Его челюсти окаменели, он отдернул руку, словно обжегся. И повернулся, чтобы уйти.
— Не уходите, — взмолилась она. — Не покидайте меня. Он наклонил голову.
— Покиньте меня завтра. Я пойму. Но не оставляйте меня сейчас.
Он упрямо направился к двери. Повернул дверную ручку. Но Софи была здесь, в его голове. В его душе. В его сердце.
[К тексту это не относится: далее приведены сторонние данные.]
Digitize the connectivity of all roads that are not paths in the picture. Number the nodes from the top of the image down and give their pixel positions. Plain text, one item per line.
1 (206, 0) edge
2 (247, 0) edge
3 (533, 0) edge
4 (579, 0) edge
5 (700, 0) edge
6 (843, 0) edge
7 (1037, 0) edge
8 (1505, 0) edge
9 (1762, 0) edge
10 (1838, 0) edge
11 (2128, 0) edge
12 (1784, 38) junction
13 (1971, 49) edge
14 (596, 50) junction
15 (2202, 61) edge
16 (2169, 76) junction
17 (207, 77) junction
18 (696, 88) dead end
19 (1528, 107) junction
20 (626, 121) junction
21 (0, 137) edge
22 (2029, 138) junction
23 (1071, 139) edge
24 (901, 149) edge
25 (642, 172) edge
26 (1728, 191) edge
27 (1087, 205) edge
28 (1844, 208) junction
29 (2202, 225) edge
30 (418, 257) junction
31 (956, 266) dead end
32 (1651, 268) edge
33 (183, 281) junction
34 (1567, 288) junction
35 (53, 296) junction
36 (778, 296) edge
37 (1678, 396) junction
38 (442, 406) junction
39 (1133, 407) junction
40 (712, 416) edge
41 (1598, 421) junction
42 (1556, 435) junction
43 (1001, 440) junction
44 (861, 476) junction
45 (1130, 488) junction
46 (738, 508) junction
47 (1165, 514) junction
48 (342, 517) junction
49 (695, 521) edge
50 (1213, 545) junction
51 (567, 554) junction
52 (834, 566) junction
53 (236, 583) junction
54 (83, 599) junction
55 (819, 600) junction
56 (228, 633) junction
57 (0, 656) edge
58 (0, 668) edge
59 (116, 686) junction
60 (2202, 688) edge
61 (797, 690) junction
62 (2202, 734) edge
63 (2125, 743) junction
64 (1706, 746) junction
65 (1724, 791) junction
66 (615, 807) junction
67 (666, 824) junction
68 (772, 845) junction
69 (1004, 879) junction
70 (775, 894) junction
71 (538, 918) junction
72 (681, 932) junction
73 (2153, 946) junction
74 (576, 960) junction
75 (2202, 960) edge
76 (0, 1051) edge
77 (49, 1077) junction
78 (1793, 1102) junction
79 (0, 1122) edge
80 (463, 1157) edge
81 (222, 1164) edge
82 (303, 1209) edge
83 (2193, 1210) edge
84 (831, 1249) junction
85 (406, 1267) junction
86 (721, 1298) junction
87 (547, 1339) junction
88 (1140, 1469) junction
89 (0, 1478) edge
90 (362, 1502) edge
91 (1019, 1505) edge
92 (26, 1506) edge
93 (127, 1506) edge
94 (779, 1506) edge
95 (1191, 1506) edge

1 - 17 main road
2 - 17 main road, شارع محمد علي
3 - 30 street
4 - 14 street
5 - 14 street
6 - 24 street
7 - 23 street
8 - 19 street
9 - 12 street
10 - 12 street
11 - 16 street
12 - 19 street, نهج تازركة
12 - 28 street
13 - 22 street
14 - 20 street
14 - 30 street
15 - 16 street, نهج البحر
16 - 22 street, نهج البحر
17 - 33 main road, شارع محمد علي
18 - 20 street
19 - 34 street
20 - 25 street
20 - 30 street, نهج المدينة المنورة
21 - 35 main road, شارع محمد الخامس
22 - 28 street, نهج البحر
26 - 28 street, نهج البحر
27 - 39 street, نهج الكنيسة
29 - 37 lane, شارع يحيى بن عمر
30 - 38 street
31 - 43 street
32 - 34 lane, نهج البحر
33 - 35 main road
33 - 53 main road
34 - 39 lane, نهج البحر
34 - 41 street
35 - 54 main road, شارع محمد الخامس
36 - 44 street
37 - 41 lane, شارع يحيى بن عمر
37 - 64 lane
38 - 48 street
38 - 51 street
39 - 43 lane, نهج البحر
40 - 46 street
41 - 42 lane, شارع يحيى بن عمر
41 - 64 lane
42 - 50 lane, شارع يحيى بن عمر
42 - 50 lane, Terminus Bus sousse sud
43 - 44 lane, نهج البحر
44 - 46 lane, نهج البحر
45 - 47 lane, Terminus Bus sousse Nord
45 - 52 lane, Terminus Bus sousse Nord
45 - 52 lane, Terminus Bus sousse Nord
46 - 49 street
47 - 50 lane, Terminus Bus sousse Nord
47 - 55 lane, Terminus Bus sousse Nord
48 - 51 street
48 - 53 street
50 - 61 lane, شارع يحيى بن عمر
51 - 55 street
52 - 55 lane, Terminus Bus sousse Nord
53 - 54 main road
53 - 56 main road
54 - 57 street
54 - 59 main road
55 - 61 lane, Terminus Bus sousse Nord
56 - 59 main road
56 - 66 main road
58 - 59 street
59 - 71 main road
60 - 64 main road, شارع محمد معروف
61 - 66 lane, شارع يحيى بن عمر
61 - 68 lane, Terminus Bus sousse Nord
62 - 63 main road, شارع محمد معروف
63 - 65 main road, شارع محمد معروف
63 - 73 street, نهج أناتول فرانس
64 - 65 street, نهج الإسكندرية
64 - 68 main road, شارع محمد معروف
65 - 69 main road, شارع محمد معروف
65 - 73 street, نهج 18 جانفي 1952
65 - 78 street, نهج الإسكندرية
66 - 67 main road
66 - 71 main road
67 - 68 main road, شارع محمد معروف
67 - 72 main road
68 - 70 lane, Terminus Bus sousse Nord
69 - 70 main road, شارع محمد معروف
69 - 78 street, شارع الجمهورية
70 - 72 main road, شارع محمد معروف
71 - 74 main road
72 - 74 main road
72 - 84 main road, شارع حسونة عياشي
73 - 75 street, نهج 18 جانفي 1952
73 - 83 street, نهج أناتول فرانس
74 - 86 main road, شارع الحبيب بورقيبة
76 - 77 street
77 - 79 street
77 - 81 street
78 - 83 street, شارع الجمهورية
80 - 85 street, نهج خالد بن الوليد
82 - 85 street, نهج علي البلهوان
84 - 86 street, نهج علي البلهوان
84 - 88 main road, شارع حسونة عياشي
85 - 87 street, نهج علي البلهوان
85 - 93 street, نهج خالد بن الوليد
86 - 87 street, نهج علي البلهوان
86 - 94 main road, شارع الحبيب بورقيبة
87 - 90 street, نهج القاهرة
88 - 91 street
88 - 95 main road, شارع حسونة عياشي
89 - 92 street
Со стоном он захлопнул дверь и бросился к ней. Он привлек ее к себе, впился губами в ее губы. Она не сопротивлялась, она вцепилась в него, словно в нем было ее спасение.
Он поднял ее на руки и понес на кровать.
Сердце у нее билось где-то у горла. Этот человек нужен ей. Очень нужен. Конечно, ей следовало бы потребовать, чтобы он ушел сразу же, как только появился в ее комнате. Он и так очень дурно о ней думает. Вместо этого она не придумала ничего лучшего, чем попросить его остаться, доказав этим, что она женщина определенного сорта, хотя на самом деле никогда такой не была.